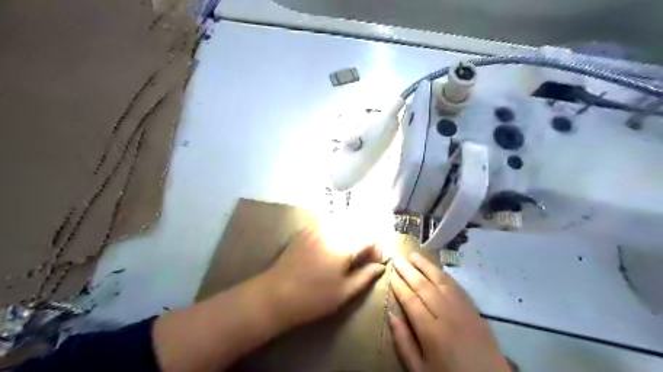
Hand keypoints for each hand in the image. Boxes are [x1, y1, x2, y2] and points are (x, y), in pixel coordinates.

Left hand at [264, 228, 386, 326]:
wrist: (276, 294)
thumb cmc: (313, 298)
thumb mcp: (344, 292)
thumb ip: (365, 276)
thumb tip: (381, 266)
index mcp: (343, 245)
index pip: (369, 238)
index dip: (376, 249)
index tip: (374, 262)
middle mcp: (331, 230)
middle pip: (357, 226)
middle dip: (364, 240)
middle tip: (361, 259)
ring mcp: (315, 227)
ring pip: (342, 222)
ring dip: (350, 234)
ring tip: (346, 253)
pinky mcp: (305, 229)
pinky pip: (326, 223)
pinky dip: (335, 230)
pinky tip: (330, 245)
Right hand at [390, 253, 508, 371]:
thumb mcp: (420, 370)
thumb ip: (404, 342)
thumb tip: (391, 314)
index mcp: (431, 332)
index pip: (411, 300)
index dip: (399, 285)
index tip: (391, 272)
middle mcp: (447, 315)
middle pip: (424, 286)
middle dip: (408, 271)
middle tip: (397, 258)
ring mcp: (463, 310)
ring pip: (441, 281)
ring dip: (426, 266)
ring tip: (414, 255)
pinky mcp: (475, 311)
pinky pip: (457, 287)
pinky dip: (444, 275)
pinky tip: (436, 269)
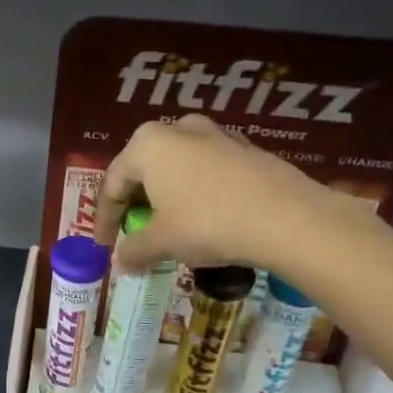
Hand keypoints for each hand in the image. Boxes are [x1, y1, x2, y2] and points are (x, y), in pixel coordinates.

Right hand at [95, 114, 334, 273]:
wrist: (287, 217)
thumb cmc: (207, 223)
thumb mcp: (162, 242)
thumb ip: (134, 250)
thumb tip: (120, 262)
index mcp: (147, 144)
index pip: (113, 183)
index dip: (104, 218)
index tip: (105, 245)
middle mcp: (177, 129)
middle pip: (144, 169)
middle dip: (135, 202)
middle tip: (133, 231)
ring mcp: (216, 134)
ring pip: (177, 167)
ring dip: (166, 195)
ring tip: (169, 224)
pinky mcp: (246, 149)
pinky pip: (207, 171)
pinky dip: (196, 192)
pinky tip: (205, 217)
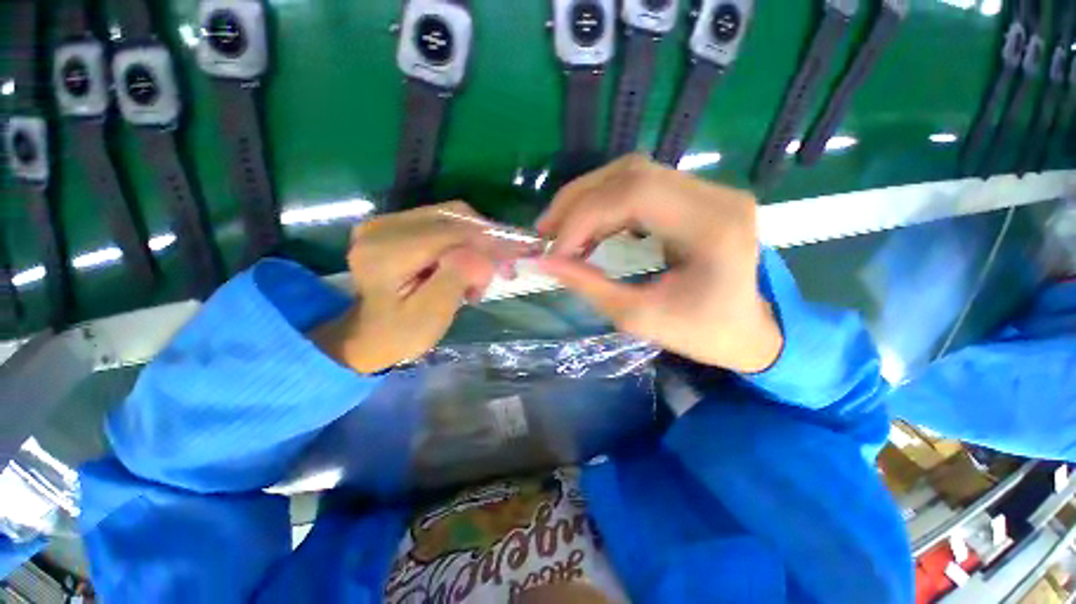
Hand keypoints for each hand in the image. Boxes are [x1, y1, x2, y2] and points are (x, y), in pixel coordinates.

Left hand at [312, 202, 513, 373]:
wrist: (367, 333)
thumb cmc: (400, 333)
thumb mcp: (431, 315)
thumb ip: (456, 279)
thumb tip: (481, 253)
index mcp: (386, 253)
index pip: (452, 233)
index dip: (490, 241)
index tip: (520, 254)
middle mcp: (382, 227)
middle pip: (453, 217)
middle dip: (487, 239)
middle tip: (506, 267)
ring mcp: (386, 222)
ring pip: (451, 216)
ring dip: (478, 240)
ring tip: (486, 271)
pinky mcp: (395, 225)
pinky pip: (442, 221)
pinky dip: (465, 238)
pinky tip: (469, 262)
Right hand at [535, 155, 782, 372]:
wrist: (748, 331)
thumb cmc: (702, 333)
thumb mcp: (639, 318)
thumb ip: (589, 285)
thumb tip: (544, 262)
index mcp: (713, 227)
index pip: (635, 194)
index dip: (583, 217)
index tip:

::::::::

▶ WHAT TO DO
The answer must be the line containing "thumb ip: (456, 279)" and every line after it to the end of the records, repeated exactly.

▶ EXERCISE RESPONSE
thumb ip: (456, 279)
thumb tip: (481, 253)
index mcp: (386, 253)
index pip: (452, 233)
index dip: (490, 241)
index tip: (520, 254)
middle mcp: (382, 227)
middle pip: (453, 217)
middle dip: (487, 239)
middle tip: (506, 267)
ring mcp: (386, 222)
ring pip: (451, 216)
ring dip: (478, 240)
ring tip: (486, 271)
pinky mcp: (395, 225)
pinky pip: (442, 221)
pinky dip: (465, 238)
pinky tip: (469, 262)
Right hand at [535, 155, 782, 372]:
wrist: (748, 331)
thumb cmc: (702, 333)
thumb mcp: (639, 318)
thumb ip: (589, 285)
thumb tip: (544, 262)
index mcp: (713, 227)
index pip: (635, 194)
index dip: (583, 217)
index tip:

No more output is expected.